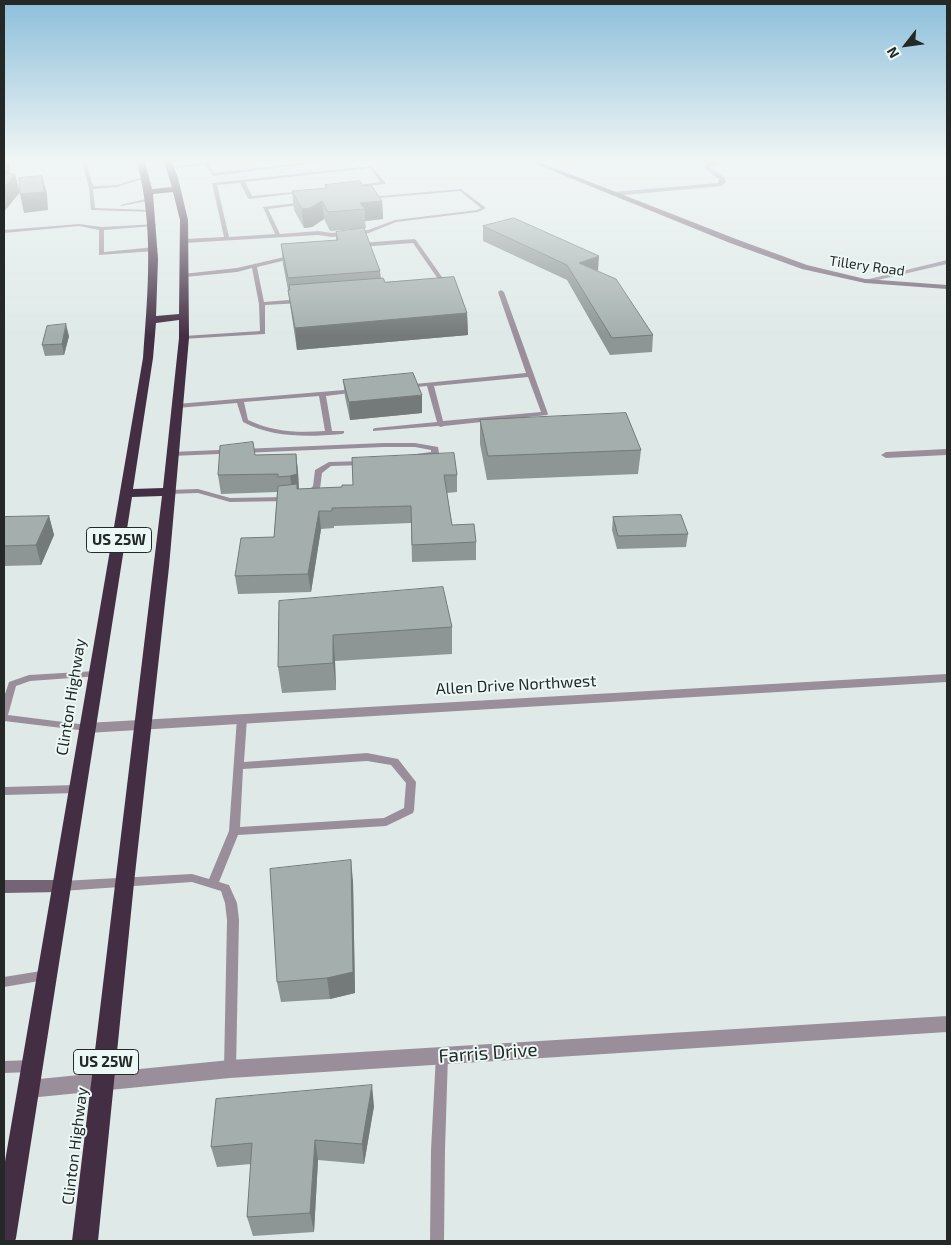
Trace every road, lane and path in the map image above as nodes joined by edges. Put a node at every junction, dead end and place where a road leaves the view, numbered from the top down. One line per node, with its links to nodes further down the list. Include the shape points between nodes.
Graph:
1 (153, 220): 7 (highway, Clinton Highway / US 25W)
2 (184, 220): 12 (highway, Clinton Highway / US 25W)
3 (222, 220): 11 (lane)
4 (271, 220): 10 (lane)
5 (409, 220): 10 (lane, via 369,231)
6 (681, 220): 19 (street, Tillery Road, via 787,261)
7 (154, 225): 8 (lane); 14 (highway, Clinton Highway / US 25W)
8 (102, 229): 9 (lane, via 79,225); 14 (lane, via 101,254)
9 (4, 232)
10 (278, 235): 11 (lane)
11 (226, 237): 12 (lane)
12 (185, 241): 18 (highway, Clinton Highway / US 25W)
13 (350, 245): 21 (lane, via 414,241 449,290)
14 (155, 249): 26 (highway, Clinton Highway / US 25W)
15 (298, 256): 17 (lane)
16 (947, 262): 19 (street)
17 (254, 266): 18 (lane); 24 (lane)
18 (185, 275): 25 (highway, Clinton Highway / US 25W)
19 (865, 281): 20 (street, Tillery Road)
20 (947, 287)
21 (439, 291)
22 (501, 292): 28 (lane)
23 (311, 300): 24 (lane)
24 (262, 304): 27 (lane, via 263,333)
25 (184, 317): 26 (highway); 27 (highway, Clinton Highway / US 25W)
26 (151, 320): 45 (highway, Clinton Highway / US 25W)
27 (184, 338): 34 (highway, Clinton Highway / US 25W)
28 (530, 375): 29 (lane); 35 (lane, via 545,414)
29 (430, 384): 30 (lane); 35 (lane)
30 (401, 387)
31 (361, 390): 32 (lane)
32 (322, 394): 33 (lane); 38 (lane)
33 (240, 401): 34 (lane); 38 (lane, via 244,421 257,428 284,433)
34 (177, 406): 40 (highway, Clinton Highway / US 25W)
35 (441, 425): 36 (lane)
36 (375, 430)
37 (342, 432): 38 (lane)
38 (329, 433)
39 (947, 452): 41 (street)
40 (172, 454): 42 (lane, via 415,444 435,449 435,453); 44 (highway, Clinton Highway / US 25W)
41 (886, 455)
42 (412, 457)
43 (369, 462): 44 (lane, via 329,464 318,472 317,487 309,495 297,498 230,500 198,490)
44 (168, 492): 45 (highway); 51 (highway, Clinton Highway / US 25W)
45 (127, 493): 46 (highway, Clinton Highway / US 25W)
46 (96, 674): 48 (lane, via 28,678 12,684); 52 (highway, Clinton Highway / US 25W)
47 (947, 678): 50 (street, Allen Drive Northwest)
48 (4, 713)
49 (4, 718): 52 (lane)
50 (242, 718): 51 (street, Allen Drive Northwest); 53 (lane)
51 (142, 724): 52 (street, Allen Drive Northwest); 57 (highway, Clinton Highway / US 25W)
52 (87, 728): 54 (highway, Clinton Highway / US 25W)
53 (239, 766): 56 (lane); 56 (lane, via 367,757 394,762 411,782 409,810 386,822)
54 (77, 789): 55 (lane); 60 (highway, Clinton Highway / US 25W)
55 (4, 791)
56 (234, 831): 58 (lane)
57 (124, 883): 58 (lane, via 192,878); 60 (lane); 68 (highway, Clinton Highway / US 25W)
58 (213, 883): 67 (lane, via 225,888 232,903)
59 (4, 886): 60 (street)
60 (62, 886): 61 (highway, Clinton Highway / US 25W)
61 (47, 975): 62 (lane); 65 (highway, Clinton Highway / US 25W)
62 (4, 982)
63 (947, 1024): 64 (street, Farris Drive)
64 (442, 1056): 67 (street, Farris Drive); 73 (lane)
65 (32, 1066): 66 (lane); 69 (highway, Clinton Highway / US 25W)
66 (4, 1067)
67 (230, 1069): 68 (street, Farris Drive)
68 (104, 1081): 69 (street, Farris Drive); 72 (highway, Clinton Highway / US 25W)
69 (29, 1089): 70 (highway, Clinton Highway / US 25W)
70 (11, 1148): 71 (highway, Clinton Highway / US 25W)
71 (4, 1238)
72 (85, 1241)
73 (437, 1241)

- - - -

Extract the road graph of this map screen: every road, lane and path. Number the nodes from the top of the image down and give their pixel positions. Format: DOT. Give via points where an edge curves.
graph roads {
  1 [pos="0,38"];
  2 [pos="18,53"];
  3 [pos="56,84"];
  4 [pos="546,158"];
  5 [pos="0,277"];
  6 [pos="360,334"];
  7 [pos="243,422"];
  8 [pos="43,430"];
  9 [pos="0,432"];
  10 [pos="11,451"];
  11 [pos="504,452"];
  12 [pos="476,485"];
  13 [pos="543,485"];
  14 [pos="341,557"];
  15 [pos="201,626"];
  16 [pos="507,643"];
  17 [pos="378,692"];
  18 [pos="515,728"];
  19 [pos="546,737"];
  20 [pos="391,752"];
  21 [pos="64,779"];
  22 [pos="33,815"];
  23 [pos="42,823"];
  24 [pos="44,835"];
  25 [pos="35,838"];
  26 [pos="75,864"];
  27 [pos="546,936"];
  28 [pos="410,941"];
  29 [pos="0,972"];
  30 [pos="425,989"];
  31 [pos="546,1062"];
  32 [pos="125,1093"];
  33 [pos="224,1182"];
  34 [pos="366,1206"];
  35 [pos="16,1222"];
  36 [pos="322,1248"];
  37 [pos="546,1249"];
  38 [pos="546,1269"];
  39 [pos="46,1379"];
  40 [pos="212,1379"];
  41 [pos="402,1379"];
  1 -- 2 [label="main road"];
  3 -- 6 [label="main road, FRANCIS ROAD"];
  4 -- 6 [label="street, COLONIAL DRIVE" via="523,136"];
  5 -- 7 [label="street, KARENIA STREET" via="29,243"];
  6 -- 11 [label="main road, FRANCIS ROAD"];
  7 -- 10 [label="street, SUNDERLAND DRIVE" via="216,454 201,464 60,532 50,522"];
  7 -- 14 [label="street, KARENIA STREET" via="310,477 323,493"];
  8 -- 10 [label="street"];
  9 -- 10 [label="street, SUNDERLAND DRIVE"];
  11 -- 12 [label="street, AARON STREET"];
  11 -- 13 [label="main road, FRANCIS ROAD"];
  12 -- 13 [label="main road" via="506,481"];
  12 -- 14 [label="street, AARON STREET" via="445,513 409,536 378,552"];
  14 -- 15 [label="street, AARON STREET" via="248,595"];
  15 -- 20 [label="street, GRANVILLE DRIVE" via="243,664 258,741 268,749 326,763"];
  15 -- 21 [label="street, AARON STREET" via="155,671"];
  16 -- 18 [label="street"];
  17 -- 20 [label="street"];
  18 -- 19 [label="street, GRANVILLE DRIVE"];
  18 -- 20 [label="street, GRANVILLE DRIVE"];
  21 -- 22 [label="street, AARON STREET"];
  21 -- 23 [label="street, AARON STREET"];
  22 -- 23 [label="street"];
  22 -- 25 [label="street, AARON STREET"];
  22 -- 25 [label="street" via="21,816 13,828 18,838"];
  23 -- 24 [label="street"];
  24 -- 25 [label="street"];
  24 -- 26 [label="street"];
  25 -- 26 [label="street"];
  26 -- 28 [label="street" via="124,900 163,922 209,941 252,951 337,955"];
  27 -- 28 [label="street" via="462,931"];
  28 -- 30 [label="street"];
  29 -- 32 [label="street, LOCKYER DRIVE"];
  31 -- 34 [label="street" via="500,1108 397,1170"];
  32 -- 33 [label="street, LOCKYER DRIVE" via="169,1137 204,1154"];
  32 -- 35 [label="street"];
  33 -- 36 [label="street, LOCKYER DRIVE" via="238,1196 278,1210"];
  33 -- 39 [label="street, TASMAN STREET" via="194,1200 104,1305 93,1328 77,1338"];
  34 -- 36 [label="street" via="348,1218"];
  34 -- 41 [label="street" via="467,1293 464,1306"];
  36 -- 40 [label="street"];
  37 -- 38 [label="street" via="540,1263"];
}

- - - -

### PROMPT:
Locate the word "from" in the records and collect each line it appears in.

### WRITTEN REPLY:
Trace every road, lane and path in the map image above as nodes joined by edges. Put a node at every junction, dead end and place where a road leaves the view, numbered from the top down. One line per node, with its links to nodes further down the list. Include the shape points between nodes.
Extract the road graph of this map screen: every road, lane and path. Number the nodes from the top of the image down and give their pixel positions. Format: DOT. Give via points where an edge curves.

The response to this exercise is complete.